The Upper Harz Mining Museum (Oberharzer Bergwerksmuseum, /de/) is a museum of technological and cultural history in Clausthal-Zellerfeld in the Harz mountains of central Germany. It is one of the oldest technological museums in Germany and concentrates on the history and presentation of mining in the Upper Harz up to the 19th century.

== Exhibits ==
The museum lies in the middle of the district of Zellerfeld within Clausthal-Zellerfeld. Its exhibits include:

- Mock-ups from the former mining school's collection. These were used for training purposes in the 18th and 19th centuries and serve today as an outstanding way of explaining the technology of mining, especially man engines and specialised mining techniques.
- Demonstration mine with visitor galleries, based on original machines and structures from a mine at Bockswiese.
- Open-air site with horse gin (Pferdegaipel), gin house (Radstube), head frame (Kunstgestänge) and crushing mill (Pochwerk) (all relocated from their original sites)
- Presentation of the Upper Harz Water Regale
- Manufacture of the oldest wire cables, invented in 1834 in Clausthal-Zellerfeld by Julius Albert.
- Coins: coinage had a special significance in one of the most important silver-mining regions of Germany.
- Minerals, tools and pit lamps.
- Typical living and working accommodation for ordinary people in the Upper Harz.
- Film show with original photographs of the Silbersegen and Kaiser Wilhelm Mines from the year 1924.

== History ==
The history of the mining museum began in 1884, when the Berghauptmann Adolf Achenbach called upon the miners in a directive to bring in artefacts, especially disused tools associated with historical mining, to put together a collection to start a museum. In 1892 the official foundation of the museum took place in the district of Zellerfeld.
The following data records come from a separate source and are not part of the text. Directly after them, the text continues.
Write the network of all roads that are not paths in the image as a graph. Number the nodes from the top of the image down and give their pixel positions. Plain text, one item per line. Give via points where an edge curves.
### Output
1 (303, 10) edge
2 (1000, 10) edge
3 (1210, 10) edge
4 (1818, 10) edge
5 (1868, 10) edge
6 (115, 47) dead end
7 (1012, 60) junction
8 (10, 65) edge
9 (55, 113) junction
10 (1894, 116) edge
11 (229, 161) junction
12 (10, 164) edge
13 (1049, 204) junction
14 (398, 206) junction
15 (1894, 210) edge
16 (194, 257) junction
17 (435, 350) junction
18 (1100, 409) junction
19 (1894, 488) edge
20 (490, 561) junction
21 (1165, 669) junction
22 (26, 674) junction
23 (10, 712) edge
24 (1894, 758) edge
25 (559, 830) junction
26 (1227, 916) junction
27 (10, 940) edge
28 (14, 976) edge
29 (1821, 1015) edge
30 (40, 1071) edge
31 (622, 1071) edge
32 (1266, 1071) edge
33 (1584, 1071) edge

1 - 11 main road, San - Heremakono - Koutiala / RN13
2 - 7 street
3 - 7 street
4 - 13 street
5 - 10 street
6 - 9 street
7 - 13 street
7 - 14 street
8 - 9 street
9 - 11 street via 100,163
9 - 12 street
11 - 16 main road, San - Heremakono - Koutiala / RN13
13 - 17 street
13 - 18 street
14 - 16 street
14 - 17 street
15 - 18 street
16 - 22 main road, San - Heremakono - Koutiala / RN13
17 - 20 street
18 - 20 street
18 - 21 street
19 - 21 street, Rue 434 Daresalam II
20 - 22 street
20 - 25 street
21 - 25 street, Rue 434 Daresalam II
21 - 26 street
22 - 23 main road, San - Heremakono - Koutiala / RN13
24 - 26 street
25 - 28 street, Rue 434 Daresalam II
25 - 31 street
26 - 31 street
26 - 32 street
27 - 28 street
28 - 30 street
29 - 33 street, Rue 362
After the previously independent towns of Zellerfeld and Clausthal merged into the 'double-town' of Clausthal-Zellerfeld in 1926 the town hall in Zellerfeld became free. In the years that followed the open land was used to build a demonstration mine.

In the 1960s and 1970s the museum was headed by Herbert Dennert. In this period to the end of the 1980s the mining museum had annual visitor numbers than ran to six figures. But from about 1990 the number of visitors declined markedly for various reasons (e.g. reducing tourism in the Upper Harz, but also with considerably more advertising by other mining museums in the Harz). Nevertheless, around 5.5 million people have visited the Upper Harz Mining Museum to date (as at March 2010).

== Operation ==
The mining museum is operated by the Upper Harz History and Museum Society (Oberharzer Geschichts- and Museumsverein). The municipality of Upper Harz has covered its losses in the past.

The museum runs, as satellite branches, all the above-ground mining facilities of the closed Ottiliae and Kaiser Wilhelm Mines as well as the recently inherited facilities (round gin house, etc.) of the Rosenhof Pit.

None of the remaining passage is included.